There’s also barely any female photographers or filmers, as far as I know. Is that an issue?

I’m not sure I would say it was an issue, but I would love to see more. This is another one that I think has more to do with personality than gender. I think if the skater’s and photographer’s/filmer’s personality click, they can be really productive. If they don’t, it can be torture. There are lots of supportive guys that the girls work really well with. But it’s awesome when more girls get into it because there’s a different type of connection to it. Zorah Olivia and Monique O’Toole are good examples of an upcoming photographer and filmer who are really good friends with a lot of the girls, so they make them feel comfortable and go out of their way to help them get the shots. They are also great possibility models for younger girls, which I feel is really important.

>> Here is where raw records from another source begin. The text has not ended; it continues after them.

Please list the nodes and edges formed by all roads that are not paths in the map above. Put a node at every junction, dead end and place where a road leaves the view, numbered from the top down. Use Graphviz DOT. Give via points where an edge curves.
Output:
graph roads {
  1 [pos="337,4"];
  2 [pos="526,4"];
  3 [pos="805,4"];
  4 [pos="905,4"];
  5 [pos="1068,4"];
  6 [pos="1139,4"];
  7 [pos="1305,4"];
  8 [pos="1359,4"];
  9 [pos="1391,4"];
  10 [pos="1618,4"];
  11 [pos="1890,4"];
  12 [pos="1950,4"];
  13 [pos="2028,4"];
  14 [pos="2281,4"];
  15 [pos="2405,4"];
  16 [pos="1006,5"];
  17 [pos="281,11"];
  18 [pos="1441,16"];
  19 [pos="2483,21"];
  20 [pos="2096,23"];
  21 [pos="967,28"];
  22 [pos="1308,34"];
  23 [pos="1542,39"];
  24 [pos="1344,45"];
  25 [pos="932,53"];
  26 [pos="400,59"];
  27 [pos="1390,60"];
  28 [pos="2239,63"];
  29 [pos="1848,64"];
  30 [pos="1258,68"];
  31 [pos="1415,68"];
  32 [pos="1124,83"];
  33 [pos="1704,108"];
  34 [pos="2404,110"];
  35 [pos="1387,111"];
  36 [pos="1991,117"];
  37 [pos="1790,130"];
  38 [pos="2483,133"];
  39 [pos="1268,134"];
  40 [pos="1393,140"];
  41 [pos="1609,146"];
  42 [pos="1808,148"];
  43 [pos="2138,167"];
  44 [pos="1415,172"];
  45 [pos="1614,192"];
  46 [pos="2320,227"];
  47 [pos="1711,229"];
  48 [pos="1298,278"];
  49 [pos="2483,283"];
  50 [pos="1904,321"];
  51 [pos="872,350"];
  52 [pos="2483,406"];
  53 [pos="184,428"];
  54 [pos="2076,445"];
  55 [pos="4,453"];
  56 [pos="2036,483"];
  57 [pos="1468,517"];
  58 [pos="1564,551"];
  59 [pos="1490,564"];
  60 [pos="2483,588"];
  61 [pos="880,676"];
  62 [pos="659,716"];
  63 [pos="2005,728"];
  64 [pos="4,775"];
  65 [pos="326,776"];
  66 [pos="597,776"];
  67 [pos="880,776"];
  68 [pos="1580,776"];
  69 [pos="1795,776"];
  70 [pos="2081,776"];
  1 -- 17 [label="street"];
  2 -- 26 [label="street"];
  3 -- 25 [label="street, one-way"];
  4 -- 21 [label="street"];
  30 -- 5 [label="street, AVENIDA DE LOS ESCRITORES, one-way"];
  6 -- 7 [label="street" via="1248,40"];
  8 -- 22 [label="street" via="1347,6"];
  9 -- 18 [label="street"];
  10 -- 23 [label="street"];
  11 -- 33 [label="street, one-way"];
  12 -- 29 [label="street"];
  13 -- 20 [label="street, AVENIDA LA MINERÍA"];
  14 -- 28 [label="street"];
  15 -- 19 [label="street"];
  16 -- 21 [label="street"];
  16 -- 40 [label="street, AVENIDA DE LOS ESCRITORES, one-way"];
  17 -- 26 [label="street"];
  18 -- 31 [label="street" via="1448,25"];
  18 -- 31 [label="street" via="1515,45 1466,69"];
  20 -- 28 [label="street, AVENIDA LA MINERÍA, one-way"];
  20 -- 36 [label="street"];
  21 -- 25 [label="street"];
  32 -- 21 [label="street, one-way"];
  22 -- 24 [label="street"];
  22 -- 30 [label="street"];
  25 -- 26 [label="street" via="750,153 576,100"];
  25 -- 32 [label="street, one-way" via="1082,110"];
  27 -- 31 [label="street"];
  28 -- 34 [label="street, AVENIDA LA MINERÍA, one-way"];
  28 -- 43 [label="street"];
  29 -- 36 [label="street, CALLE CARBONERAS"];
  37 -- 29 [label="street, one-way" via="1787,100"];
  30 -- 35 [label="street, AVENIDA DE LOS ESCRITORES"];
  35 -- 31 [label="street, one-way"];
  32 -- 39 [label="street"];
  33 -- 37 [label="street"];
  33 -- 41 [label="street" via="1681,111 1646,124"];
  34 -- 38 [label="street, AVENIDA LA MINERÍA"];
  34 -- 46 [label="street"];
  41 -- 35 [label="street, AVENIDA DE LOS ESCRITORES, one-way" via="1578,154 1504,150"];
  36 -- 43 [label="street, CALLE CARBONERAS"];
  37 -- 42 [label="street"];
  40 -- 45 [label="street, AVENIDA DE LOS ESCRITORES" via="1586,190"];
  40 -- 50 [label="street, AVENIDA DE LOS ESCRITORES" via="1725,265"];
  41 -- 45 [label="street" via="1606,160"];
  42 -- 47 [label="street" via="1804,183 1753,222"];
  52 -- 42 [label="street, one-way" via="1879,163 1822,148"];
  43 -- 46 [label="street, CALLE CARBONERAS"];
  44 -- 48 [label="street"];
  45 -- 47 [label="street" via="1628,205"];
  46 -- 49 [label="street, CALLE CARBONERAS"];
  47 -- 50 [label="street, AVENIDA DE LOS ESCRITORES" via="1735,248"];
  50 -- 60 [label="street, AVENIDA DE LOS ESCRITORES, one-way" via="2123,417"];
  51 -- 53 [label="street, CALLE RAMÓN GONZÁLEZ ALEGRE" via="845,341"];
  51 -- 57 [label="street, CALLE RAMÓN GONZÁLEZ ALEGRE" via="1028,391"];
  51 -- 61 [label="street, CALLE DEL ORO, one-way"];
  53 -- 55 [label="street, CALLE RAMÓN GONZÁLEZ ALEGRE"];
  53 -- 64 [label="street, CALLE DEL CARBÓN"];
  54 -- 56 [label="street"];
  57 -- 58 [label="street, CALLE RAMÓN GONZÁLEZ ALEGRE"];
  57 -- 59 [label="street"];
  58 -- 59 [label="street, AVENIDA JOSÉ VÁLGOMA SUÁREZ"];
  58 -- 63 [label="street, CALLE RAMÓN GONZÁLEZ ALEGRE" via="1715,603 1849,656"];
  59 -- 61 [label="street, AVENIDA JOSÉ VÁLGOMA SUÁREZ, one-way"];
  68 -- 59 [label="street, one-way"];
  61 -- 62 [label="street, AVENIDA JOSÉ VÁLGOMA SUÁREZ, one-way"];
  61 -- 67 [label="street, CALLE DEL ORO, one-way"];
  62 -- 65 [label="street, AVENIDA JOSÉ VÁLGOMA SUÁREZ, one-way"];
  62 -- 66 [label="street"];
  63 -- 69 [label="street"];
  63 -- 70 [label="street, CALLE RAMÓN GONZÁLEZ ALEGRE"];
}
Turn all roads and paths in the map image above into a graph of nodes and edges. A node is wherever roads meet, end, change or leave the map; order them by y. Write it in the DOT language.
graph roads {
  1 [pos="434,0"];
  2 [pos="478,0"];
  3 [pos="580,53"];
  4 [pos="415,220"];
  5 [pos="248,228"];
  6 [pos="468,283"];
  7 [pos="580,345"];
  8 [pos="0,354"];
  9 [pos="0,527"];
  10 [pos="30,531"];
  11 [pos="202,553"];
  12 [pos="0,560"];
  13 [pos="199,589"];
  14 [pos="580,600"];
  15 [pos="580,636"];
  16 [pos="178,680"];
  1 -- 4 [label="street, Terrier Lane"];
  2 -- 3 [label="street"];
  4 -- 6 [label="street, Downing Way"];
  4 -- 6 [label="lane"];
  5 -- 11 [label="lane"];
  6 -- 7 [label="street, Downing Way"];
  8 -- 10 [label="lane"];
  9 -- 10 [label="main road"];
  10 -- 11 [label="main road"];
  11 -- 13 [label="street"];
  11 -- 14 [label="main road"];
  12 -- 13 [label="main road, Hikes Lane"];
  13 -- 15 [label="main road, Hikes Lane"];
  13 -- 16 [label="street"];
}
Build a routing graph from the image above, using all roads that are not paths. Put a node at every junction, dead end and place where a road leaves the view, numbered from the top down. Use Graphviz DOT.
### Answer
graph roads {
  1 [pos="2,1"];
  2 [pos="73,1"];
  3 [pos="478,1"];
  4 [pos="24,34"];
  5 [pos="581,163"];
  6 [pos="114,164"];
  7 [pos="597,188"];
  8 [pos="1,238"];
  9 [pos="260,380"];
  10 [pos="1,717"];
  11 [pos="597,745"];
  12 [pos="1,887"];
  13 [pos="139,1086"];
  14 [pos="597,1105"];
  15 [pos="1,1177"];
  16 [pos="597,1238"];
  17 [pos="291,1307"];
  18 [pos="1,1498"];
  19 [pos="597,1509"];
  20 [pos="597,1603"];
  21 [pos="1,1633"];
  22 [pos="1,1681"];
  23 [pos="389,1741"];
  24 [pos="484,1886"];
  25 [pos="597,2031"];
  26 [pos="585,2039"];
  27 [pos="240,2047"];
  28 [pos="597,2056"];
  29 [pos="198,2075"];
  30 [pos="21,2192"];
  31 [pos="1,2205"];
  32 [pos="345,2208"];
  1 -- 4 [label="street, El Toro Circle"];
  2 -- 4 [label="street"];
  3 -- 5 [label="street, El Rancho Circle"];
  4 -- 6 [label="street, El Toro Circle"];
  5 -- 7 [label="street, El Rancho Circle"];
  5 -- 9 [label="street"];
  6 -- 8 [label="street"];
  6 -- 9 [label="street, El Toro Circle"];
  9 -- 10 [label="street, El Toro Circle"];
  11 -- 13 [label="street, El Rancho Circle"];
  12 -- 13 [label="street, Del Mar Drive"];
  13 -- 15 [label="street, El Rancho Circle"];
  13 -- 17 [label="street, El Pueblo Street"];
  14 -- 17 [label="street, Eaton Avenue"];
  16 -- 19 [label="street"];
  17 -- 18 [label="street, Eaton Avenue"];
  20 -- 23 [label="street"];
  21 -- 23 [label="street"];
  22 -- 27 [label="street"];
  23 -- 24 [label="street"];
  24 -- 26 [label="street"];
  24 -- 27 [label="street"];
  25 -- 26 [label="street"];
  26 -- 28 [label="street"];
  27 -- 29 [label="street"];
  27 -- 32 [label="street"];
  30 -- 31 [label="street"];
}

You’re in the filming business for a long time. Have you experienced a different treatment from the industry compared to the male filmers?

For the most part, I’ve felt supported whether it was when I was skating, filming, or working in the industry. Early on, there might have been a trip or two I got passed upon for a male filmer with less experience. I’m sure they were thinking a girl wouldn’t want to be stuck in a van with a bunch of stinky guys and they wouldn’t need to get an extra hotel room. I understand and I benefited from that thinking as well because I filmed a bunch of girls trips for TV shows when I know there were much more qualified guys than me.

What do you think has the media to learn in order to present female skateboarding properly?

What you are doing with this issue and bringing Sarah Meurle on as a guest editor is great. Female-focused issues are powerful, but it’s also great to integrate them in a way so it’s not a separate guys/girls thing. I think in 2018, most media is open to showing more female skate content. The biggest piece missing is getting more girls connected with professional photographers and videographers to create the content.